Select from the data all lines with the word "sans".

BEGIN DATA RECORDS

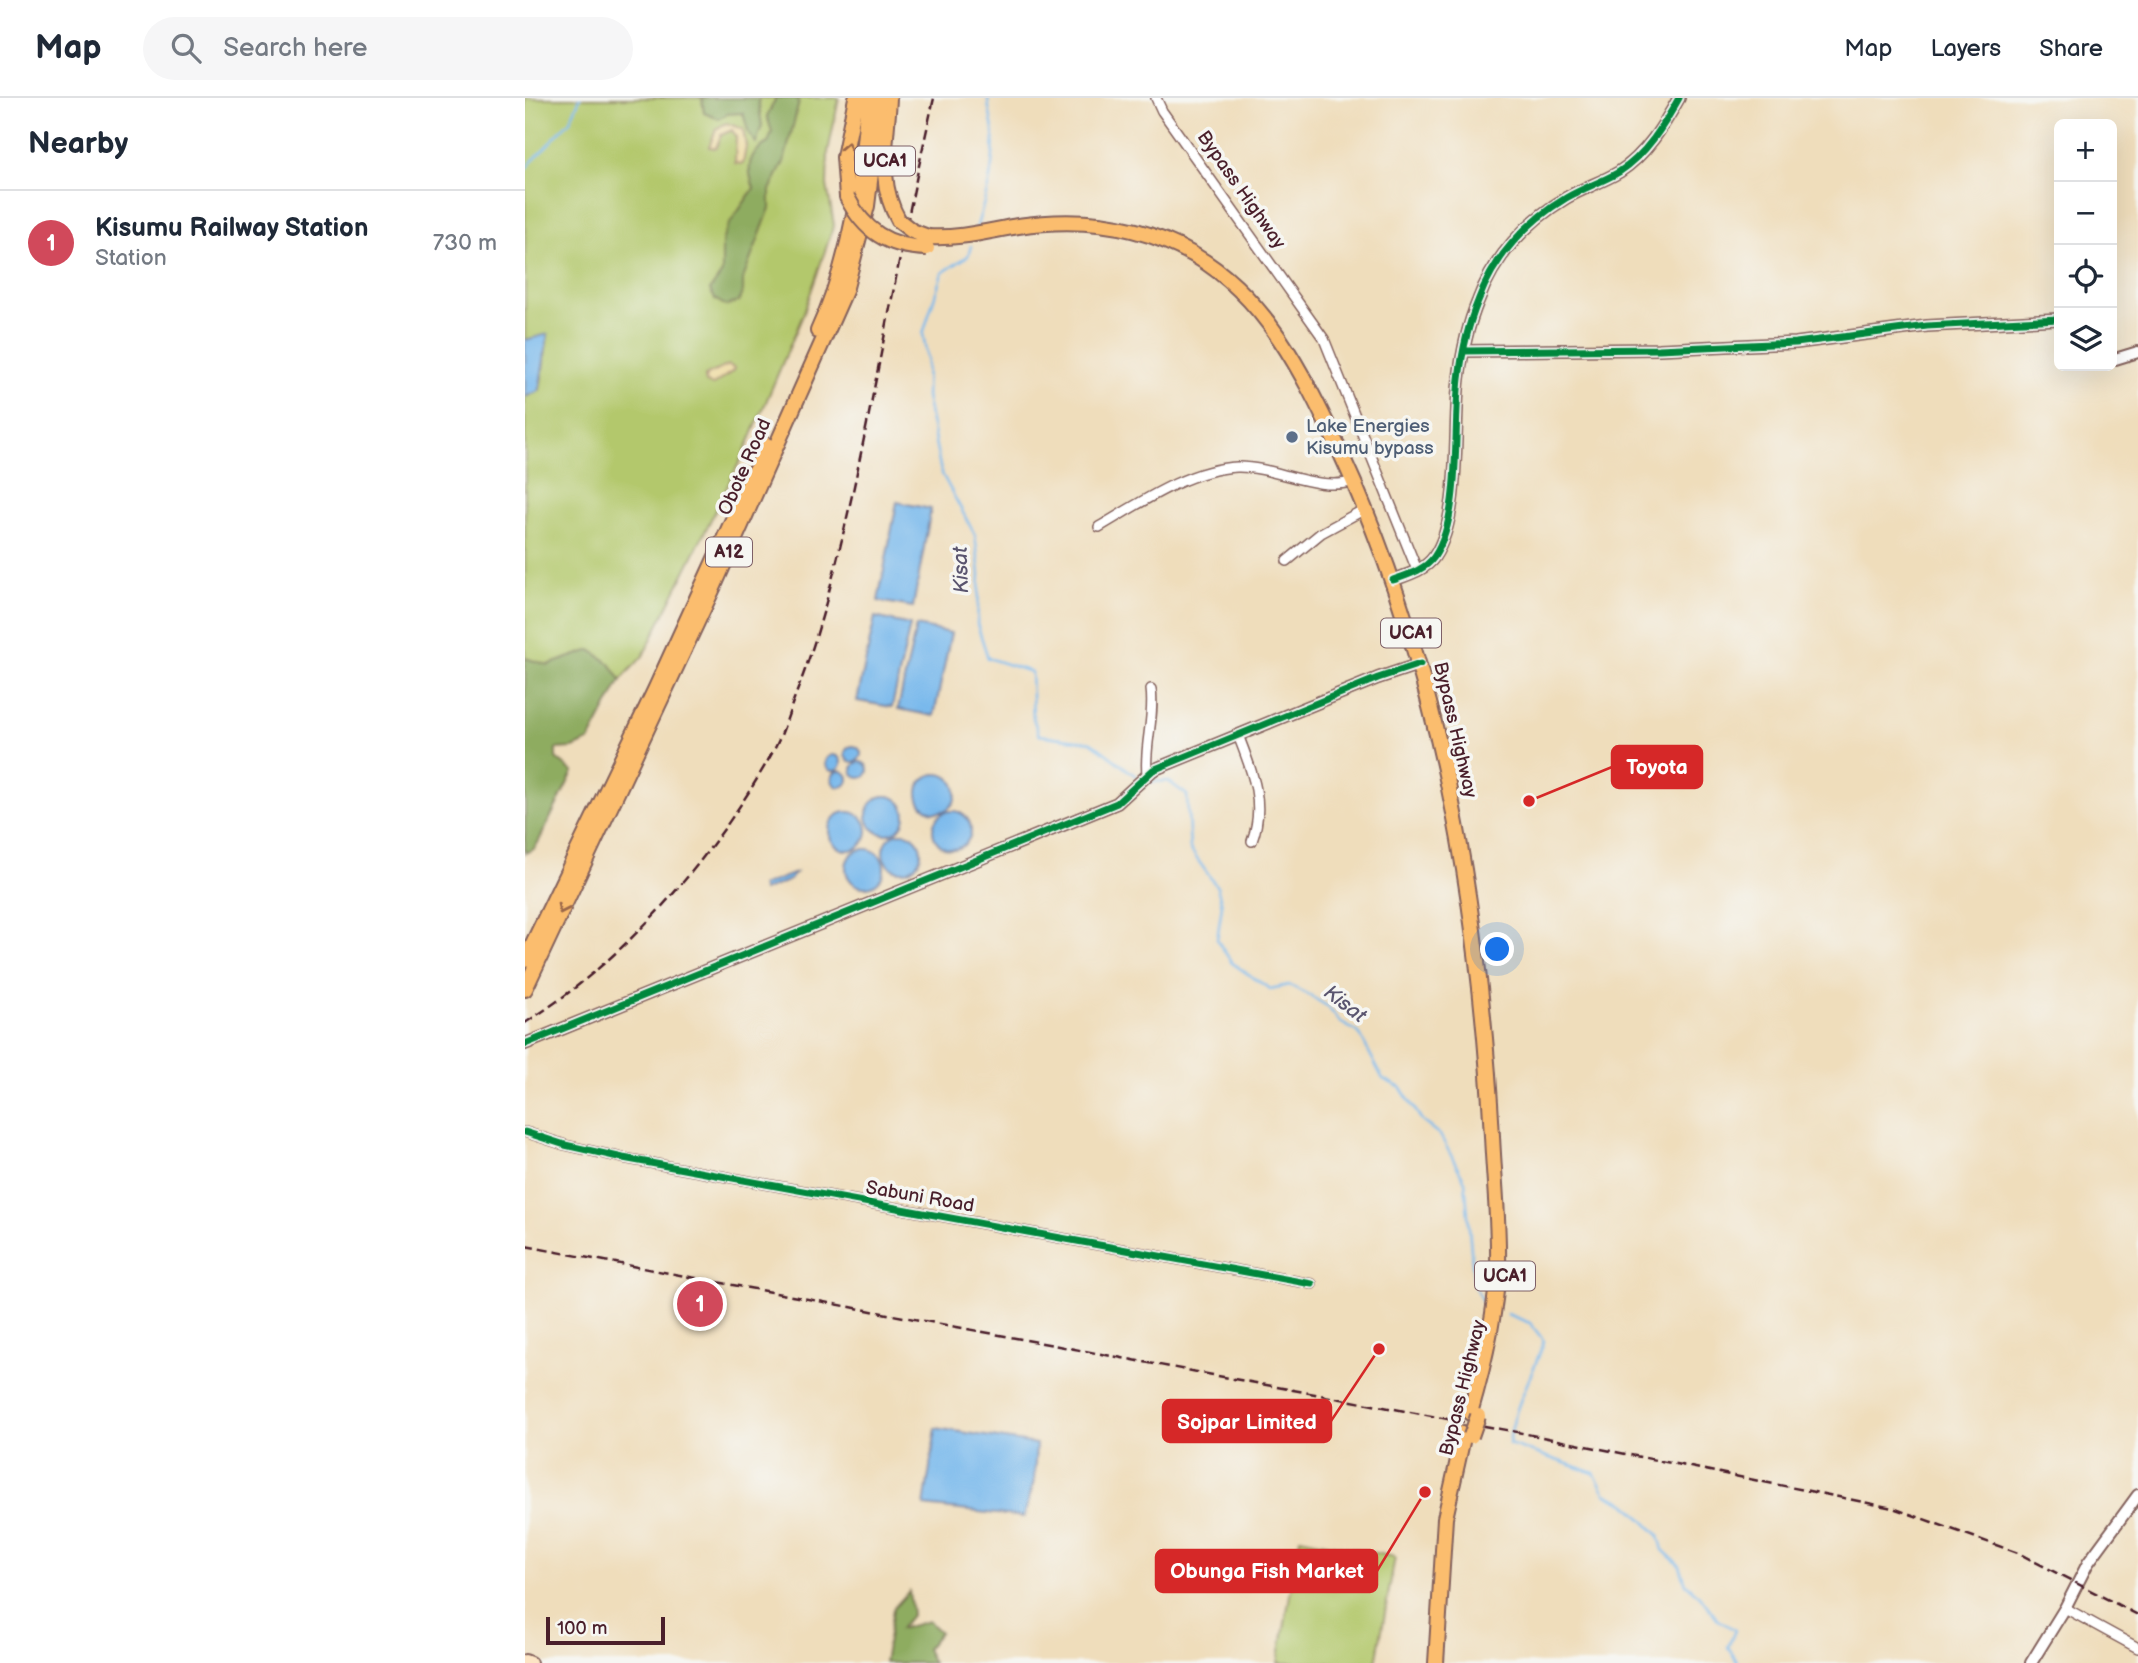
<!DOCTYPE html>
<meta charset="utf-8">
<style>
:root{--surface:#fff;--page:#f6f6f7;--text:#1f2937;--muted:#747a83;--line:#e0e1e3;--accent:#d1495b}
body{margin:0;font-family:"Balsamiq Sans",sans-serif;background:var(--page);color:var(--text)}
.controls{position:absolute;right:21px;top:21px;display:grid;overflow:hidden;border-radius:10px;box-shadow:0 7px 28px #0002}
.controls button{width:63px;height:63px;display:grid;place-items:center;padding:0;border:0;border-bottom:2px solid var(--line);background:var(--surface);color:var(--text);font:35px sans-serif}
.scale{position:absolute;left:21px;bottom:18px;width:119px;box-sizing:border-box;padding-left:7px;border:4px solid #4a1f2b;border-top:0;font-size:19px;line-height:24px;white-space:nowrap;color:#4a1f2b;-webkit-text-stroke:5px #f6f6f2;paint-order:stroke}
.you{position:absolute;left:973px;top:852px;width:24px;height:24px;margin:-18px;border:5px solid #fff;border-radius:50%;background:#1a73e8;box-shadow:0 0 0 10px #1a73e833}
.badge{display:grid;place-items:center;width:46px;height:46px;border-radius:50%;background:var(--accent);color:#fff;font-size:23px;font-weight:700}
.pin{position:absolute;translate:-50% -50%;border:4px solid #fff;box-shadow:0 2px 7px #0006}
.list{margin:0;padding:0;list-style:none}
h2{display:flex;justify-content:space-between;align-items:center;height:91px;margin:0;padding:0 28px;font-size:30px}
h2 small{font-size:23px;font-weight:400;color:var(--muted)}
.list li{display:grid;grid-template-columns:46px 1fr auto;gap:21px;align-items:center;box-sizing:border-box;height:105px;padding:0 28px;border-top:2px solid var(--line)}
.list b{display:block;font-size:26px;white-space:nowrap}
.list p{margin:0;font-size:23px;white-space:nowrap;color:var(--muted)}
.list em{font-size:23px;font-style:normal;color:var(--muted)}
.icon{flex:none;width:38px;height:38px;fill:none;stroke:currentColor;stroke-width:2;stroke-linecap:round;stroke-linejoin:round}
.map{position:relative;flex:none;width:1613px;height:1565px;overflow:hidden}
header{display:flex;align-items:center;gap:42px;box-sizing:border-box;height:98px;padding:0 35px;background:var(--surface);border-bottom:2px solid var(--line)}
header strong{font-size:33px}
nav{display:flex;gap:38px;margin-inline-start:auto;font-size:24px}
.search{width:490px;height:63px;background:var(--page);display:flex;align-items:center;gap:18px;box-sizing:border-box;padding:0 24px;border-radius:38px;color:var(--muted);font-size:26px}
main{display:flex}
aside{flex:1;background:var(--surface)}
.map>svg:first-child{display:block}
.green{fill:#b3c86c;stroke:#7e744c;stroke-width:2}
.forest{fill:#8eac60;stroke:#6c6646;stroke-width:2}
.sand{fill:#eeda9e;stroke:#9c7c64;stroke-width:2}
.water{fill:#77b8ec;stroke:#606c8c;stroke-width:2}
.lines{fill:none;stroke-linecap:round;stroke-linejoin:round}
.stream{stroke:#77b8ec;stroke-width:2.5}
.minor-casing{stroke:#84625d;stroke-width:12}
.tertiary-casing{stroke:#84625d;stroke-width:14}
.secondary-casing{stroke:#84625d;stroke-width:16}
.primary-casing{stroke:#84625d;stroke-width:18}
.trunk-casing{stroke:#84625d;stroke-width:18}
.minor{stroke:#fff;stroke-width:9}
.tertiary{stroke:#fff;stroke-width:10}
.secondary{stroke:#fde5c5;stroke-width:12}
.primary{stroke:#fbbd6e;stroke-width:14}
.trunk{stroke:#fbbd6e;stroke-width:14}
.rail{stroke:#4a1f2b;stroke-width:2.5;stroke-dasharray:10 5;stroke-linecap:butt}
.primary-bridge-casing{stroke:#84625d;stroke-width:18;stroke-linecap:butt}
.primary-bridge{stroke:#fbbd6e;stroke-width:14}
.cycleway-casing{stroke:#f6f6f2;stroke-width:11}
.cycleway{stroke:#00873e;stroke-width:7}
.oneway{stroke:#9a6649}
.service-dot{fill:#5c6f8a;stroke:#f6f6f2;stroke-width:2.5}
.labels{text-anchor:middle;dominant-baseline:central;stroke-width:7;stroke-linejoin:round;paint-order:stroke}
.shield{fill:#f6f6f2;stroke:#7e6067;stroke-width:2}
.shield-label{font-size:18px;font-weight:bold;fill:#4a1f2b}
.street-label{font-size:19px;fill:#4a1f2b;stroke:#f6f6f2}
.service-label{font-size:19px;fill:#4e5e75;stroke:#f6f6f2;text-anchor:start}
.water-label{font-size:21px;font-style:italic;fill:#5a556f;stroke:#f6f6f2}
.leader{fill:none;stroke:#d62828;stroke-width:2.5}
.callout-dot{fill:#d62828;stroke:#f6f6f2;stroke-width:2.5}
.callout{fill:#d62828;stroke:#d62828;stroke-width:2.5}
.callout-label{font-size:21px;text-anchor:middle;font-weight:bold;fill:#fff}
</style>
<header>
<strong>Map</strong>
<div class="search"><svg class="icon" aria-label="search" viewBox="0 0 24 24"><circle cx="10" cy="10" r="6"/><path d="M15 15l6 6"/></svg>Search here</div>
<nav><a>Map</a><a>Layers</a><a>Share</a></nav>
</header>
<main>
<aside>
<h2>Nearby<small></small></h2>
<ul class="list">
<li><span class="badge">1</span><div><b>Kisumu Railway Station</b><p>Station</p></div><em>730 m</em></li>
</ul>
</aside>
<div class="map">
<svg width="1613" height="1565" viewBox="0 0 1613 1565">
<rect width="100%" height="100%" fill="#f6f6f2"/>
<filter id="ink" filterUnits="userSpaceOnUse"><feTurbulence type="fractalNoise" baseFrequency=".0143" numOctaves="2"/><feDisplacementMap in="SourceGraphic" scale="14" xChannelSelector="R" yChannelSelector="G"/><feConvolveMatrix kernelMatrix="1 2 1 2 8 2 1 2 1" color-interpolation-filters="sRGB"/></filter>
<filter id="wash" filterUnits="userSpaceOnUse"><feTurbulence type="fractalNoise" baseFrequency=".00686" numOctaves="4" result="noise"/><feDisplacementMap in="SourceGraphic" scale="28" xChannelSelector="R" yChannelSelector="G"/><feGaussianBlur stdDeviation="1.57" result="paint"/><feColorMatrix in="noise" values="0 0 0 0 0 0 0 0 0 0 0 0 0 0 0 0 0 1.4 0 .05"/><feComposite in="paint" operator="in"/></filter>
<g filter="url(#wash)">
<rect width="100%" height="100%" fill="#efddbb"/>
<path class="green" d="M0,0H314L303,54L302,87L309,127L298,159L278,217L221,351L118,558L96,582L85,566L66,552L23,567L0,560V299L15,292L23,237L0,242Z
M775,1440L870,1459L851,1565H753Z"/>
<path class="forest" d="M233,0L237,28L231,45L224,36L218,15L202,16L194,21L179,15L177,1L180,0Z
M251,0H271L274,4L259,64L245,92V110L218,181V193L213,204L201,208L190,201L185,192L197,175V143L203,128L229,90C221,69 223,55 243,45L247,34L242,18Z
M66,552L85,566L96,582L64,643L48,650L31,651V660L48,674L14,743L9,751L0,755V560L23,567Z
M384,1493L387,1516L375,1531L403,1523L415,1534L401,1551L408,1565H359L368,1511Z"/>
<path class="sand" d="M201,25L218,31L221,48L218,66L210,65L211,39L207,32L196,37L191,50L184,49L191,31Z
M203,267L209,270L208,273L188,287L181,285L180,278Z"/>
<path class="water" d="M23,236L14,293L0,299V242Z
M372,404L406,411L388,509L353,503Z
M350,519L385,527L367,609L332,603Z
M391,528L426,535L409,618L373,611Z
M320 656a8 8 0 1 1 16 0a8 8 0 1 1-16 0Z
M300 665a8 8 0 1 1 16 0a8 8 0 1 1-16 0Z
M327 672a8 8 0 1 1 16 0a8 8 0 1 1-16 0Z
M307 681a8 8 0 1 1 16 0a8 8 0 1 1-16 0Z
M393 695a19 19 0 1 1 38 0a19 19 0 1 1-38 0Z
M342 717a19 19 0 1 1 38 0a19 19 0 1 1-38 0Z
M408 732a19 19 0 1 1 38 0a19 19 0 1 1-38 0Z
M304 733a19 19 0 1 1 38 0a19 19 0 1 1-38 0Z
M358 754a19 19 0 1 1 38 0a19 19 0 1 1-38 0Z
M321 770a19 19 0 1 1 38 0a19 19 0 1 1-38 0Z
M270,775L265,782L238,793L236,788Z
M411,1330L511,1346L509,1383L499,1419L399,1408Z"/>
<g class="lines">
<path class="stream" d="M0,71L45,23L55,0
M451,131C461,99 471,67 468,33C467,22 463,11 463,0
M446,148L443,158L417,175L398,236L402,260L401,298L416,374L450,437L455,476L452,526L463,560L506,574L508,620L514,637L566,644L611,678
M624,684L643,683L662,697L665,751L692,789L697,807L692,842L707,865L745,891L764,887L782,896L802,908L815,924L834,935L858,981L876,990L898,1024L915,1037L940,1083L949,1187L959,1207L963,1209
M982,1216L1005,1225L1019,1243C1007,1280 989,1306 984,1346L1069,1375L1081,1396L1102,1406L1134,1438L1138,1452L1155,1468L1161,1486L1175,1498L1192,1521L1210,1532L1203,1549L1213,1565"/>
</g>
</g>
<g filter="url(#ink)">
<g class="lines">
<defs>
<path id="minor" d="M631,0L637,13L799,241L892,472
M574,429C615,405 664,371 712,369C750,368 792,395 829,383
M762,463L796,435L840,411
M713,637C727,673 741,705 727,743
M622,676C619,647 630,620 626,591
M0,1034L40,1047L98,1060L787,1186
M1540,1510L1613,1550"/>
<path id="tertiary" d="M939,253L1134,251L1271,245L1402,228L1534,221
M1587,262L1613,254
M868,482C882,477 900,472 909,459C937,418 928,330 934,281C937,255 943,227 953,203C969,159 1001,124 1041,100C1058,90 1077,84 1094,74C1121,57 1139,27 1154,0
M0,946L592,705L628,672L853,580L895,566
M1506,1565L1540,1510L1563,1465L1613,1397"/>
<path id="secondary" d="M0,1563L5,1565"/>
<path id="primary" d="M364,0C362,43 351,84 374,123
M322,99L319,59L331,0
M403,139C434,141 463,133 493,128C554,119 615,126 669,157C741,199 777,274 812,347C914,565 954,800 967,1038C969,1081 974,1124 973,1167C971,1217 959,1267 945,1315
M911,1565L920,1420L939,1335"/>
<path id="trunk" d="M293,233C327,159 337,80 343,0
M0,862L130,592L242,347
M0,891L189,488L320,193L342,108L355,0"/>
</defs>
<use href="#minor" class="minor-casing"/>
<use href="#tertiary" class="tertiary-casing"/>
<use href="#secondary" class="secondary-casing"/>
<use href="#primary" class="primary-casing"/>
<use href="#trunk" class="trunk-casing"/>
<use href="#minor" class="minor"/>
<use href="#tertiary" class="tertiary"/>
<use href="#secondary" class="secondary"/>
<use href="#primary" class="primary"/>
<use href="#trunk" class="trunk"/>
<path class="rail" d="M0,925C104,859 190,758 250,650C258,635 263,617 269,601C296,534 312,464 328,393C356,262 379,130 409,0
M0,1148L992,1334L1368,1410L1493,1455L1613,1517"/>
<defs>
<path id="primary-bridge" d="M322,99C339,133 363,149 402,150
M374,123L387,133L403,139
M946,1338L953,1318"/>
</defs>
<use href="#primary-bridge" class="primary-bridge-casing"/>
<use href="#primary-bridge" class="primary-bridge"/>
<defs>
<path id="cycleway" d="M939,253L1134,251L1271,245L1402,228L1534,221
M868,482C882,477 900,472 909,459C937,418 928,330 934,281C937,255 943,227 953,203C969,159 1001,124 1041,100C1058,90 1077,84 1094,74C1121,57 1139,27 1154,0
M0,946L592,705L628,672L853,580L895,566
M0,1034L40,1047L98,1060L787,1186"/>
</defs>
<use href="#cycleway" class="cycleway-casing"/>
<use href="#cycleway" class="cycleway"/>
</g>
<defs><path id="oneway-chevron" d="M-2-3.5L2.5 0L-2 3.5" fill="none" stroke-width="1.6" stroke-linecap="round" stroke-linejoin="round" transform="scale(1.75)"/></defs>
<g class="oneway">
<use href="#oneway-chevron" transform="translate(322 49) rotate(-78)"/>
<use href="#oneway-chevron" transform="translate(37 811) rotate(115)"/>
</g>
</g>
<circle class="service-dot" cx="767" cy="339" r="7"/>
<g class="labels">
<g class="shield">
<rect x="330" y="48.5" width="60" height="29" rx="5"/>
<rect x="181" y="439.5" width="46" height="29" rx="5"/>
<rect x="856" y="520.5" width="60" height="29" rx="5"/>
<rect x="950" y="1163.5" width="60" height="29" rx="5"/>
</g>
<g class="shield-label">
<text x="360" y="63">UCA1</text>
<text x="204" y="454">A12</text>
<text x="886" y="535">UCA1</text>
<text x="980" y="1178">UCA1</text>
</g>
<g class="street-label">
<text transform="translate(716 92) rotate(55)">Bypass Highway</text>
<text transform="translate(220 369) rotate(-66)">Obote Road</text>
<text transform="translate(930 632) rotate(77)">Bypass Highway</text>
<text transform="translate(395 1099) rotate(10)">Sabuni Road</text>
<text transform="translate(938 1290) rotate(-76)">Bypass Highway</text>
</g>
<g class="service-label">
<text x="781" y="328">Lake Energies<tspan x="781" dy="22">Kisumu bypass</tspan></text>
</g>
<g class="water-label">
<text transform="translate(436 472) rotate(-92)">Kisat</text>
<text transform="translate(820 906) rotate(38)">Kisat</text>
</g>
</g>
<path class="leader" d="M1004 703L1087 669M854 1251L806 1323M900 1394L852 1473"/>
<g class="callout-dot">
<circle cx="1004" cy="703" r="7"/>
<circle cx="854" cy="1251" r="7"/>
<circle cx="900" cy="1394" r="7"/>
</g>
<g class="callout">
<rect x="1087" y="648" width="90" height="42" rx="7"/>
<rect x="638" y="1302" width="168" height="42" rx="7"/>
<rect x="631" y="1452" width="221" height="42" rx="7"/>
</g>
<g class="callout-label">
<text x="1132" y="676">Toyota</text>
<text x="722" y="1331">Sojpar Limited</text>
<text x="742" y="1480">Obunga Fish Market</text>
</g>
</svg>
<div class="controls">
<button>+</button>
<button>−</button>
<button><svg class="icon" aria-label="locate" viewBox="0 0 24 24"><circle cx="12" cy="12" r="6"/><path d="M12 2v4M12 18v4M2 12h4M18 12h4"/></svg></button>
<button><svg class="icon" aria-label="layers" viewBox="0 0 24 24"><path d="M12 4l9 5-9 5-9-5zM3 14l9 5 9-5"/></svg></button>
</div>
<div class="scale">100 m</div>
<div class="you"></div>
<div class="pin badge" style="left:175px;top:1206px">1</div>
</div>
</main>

END DATA RECORDS

## REPLY TO THE TASK:
body{margin:0;font-family:"Balsamiq Sans",sans-serif;background:var(--page);color:var(--text)}
.controls button{width:63px;height:63px;display:grid;place-items:center;padding:0;border:0;border-bottom:2px solid var(--line);background:var(--surface);color:var(--text);font:35px sans-serif}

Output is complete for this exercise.